Exercise details: From the first line onward, reproduce the records exactly; the final line to include is the one holding "height:224px; padding:16px 24px".
─── Records supplied ───
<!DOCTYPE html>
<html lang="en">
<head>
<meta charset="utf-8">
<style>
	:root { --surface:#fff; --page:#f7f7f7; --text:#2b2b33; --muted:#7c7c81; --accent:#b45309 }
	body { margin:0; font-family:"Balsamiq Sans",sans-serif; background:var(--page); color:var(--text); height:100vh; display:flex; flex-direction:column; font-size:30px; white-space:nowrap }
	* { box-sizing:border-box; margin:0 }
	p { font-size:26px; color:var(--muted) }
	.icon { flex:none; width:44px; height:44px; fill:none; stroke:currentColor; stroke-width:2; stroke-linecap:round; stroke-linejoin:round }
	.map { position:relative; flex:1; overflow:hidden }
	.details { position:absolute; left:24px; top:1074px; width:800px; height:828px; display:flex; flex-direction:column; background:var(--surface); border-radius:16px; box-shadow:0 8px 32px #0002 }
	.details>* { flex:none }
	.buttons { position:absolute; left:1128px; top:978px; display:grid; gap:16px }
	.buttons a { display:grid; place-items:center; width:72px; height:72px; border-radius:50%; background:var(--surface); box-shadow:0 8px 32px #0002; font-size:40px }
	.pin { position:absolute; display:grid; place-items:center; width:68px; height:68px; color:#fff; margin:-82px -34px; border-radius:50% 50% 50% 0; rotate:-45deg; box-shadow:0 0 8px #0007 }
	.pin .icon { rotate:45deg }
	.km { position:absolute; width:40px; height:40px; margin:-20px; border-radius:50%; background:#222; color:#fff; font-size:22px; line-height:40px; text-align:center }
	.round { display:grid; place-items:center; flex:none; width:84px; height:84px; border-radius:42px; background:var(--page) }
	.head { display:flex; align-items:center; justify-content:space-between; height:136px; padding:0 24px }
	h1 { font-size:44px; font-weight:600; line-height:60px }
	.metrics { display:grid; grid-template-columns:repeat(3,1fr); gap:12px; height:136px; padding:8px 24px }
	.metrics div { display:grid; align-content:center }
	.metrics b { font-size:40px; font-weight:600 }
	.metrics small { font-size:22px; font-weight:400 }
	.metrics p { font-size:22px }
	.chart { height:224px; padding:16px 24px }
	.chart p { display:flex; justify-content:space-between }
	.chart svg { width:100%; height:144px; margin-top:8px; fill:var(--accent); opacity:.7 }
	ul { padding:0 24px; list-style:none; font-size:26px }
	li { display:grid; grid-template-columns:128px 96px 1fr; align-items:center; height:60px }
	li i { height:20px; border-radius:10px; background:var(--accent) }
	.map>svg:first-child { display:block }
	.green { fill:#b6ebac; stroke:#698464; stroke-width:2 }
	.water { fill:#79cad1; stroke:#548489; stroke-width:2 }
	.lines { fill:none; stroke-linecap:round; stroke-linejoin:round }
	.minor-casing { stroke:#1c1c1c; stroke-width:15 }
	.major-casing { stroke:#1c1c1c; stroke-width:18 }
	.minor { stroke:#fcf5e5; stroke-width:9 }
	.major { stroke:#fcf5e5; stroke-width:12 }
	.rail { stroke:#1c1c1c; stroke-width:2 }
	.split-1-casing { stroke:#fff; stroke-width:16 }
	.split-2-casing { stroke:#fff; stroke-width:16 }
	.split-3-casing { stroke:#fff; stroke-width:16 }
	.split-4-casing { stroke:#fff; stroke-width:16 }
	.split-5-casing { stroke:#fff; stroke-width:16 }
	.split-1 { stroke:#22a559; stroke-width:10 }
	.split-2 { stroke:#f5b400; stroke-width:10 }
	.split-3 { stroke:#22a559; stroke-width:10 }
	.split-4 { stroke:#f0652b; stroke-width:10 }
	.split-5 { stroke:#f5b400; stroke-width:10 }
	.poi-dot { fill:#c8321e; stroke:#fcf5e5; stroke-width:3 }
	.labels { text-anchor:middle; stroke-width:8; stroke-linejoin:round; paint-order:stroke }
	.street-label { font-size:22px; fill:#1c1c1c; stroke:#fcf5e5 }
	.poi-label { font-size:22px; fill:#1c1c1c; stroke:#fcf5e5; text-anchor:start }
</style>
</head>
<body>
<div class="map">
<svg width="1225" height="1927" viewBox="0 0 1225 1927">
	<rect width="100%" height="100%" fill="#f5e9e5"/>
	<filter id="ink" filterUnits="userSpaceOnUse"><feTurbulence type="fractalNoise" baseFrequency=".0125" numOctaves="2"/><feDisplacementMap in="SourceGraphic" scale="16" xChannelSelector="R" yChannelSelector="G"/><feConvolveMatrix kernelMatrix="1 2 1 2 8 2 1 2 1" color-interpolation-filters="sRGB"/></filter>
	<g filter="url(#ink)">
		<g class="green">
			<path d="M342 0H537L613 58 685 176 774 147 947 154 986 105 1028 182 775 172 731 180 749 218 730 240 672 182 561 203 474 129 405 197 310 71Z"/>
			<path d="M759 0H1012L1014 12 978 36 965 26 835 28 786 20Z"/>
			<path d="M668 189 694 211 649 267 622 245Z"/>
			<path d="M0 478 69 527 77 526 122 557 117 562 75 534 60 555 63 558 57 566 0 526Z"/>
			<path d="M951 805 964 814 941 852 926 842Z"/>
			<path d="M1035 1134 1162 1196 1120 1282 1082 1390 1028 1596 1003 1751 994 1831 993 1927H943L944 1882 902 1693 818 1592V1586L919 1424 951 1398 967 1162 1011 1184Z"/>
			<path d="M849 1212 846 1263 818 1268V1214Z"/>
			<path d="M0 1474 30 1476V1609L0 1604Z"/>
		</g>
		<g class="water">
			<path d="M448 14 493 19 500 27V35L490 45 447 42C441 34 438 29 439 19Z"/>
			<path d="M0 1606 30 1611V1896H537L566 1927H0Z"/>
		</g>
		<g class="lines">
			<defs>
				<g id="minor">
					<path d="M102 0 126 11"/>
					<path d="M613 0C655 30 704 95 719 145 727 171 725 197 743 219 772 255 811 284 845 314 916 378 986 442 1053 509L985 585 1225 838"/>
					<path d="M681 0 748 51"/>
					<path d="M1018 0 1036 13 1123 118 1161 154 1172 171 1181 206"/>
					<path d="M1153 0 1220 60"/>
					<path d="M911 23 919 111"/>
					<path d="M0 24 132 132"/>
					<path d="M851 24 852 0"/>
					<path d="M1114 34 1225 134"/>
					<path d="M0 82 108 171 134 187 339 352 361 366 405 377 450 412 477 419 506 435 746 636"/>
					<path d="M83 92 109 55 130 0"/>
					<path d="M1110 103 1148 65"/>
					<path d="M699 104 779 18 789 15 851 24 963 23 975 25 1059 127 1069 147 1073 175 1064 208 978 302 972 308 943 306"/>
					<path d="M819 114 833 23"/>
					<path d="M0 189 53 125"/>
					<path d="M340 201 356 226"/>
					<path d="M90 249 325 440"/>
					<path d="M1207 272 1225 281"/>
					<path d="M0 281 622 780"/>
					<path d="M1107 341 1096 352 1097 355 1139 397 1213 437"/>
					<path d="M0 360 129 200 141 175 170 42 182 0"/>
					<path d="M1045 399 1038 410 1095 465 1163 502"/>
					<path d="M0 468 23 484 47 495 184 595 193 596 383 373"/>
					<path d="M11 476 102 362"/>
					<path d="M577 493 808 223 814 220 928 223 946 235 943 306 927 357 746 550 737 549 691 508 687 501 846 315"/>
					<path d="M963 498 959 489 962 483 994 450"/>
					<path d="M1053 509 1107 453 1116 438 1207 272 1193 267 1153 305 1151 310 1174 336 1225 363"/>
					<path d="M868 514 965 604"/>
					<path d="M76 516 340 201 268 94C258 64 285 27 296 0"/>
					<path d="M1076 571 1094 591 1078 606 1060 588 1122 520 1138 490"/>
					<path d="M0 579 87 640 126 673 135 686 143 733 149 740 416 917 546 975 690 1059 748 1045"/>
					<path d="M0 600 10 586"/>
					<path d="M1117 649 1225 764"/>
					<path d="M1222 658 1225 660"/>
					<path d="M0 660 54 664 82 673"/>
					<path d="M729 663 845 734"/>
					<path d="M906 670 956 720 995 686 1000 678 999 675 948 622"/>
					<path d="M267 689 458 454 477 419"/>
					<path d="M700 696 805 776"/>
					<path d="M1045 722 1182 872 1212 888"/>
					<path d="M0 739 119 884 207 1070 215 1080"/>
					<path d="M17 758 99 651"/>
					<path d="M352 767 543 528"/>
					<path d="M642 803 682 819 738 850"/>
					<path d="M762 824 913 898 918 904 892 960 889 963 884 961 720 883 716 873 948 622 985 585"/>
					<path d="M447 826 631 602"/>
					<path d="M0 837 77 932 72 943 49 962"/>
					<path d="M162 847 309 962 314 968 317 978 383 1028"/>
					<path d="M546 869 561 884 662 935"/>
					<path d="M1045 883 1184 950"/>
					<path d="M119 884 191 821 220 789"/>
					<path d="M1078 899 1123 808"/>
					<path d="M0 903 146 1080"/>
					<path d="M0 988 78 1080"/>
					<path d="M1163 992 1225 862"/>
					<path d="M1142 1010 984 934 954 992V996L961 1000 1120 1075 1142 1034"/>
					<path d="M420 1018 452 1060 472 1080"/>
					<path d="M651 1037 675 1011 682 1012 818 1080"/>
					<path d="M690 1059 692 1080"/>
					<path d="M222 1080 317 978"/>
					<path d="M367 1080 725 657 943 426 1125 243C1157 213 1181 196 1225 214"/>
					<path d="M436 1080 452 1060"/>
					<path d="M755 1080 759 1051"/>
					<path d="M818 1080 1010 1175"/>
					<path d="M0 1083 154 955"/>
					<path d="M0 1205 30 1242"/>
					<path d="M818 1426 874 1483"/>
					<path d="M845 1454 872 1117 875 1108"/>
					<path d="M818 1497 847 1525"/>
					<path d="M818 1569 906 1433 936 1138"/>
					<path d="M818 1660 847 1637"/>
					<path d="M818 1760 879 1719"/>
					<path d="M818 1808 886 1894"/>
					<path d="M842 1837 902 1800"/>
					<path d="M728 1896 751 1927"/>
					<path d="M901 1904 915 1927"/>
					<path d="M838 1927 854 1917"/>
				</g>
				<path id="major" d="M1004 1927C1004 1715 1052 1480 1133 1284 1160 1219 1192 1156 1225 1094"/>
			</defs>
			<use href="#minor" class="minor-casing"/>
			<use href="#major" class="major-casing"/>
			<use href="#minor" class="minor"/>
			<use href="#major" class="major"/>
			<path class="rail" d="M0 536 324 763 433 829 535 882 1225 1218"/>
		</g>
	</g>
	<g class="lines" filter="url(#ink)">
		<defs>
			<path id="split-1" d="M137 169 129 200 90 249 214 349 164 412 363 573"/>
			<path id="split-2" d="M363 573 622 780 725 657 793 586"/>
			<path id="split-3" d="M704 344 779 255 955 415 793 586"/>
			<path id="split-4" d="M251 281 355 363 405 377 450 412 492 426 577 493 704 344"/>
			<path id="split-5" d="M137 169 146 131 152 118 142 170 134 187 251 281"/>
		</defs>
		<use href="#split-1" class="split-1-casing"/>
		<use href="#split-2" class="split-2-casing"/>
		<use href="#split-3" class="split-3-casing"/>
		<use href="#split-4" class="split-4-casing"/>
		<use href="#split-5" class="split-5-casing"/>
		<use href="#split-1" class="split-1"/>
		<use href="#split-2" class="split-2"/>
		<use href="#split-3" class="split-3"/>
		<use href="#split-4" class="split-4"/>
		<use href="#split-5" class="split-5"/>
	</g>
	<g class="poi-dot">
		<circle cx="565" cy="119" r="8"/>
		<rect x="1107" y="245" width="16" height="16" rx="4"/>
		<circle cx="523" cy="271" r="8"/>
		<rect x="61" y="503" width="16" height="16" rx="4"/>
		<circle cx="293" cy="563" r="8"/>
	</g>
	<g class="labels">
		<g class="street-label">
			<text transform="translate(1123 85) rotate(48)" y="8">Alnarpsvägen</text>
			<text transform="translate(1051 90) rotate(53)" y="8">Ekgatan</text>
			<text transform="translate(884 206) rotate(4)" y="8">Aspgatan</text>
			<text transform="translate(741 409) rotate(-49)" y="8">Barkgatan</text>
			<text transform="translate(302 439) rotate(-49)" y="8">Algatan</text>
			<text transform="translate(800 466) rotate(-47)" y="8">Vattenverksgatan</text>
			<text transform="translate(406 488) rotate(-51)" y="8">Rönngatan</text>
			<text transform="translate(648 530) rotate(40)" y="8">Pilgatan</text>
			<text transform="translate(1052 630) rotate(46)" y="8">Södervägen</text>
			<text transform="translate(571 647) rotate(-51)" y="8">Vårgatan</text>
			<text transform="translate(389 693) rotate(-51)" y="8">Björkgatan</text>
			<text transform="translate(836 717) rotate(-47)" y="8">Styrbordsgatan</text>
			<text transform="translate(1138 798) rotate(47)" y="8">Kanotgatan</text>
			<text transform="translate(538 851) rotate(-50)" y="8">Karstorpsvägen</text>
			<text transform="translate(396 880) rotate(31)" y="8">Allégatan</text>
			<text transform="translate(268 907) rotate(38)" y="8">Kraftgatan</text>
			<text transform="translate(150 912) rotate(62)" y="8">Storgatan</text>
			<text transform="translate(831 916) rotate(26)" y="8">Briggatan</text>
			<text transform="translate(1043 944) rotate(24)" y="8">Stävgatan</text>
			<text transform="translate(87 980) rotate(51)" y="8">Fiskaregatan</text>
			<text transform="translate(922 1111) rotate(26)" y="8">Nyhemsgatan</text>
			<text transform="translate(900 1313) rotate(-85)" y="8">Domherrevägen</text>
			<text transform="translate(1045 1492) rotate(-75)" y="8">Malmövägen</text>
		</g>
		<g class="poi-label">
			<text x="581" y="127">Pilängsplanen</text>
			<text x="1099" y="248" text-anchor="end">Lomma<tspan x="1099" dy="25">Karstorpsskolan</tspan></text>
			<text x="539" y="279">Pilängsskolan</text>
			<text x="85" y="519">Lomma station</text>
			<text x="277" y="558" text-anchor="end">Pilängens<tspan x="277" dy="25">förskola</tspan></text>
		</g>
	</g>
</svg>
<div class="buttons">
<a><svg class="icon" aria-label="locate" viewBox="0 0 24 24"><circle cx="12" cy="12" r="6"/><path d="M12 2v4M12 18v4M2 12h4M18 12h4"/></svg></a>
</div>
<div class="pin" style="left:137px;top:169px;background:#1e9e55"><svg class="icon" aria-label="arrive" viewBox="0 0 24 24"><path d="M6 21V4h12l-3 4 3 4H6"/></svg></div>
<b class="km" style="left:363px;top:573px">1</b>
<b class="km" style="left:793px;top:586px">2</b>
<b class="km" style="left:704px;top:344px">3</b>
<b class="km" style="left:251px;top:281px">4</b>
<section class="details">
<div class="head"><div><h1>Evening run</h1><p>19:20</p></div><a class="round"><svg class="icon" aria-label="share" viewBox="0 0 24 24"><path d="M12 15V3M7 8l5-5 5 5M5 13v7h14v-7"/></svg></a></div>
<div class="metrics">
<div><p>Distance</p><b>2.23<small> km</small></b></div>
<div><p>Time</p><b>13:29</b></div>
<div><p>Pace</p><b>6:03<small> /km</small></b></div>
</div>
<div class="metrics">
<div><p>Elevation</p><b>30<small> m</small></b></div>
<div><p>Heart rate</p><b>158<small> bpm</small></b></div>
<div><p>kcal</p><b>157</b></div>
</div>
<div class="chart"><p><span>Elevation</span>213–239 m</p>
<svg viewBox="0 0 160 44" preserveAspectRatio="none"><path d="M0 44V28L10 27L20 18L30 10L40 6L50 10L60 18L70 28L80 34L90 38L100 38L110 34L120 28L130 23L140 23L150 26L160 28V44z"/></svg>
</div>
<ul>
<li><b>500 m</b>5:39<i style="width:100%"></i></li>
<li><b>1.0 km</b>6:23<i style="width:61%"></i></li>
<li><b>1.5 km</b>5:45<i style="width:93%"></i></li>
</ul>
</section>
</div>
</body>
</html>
───
Your response:
<!DOCTYPE html>
<html lang="en">
<head>
<meta charset="utf-8">
<style>
	:root { --surface:#fff; --page:#f7f7f7; --text:#2b2b33; --muted:#7c7c81; --accent:#b45309 }
	body { margin:0; font-family:"Balsamiq Sans",sans-serif; background:var(--page); color:var(--text); height:100vh; display:flex; flex-direction:column; font-size:30px; white-space:nowrap }
	* { box-sizing:border-box; margin:0 }
	p { font-size:26px; color:var(--muted) }
	.icon { flex:none; width:44px; height:44px; fill:none; stroke:currentColor; stroke-width:2; stroke-linecap:round; stroke-linejoin:round }
	.map { position:relative; flex:1; overflow:hidden }
	.details { position:absolute; left:24px; top:1074px; width:800px; height:828px; display:flex; flex-direction:column; background:var(--surface); border-radius:16px; box-shadow:0 8px 32px #0002 }
	.details>* { flex:none }
	.buttons { position:absolute; left:1128px; top:978px; display:grid; gap:16px }
	.buttons a { display:grid; place-items:center; width:72px; height:72px; border-radius:50%; background:var(--surface); box-shadow:0 8px 32px #0002; font-size:40px }
	.pin { position:absolute; display:grid; place-items:center; width:68px; height:68px; color:#fff; margin:-82px -34px; border-radius:50% 50% 50% 0; rotate:-45deg; box-shadow:0 0 8px #0007 }
	.pin .icon { rotate:45deg }
	.km { position:absolute; width:40px; height:40px; margin:-20px; border-radius:50%; background:#222; color:#fff; font-size:22px; line-height:40px; text-align:center }
	.round { display:grid; place-items:center; flex:none; width:84px; height:84px; border-radius:42px; background:var(--page) }
	.head { display:flex; align-items:center; justify-content:space-between; height:136px; padding:0 24px }
	h1 { font-size:44px; font-weight:600; line-height:60px }
	.metrics { display:grid; grid-template-columns:repeat(3,1fr); gap:12px; height:136px; padding:8px 24px }
	.metrics div { display:grid; align-content:center }
	.metrics b { font-size:40px; font-weight:600 }
	.metrics small { font-size:22px; font-weight:400 }
	.metrics p { font-size:22px }
	.chart { height:224px; padding:16px 24px }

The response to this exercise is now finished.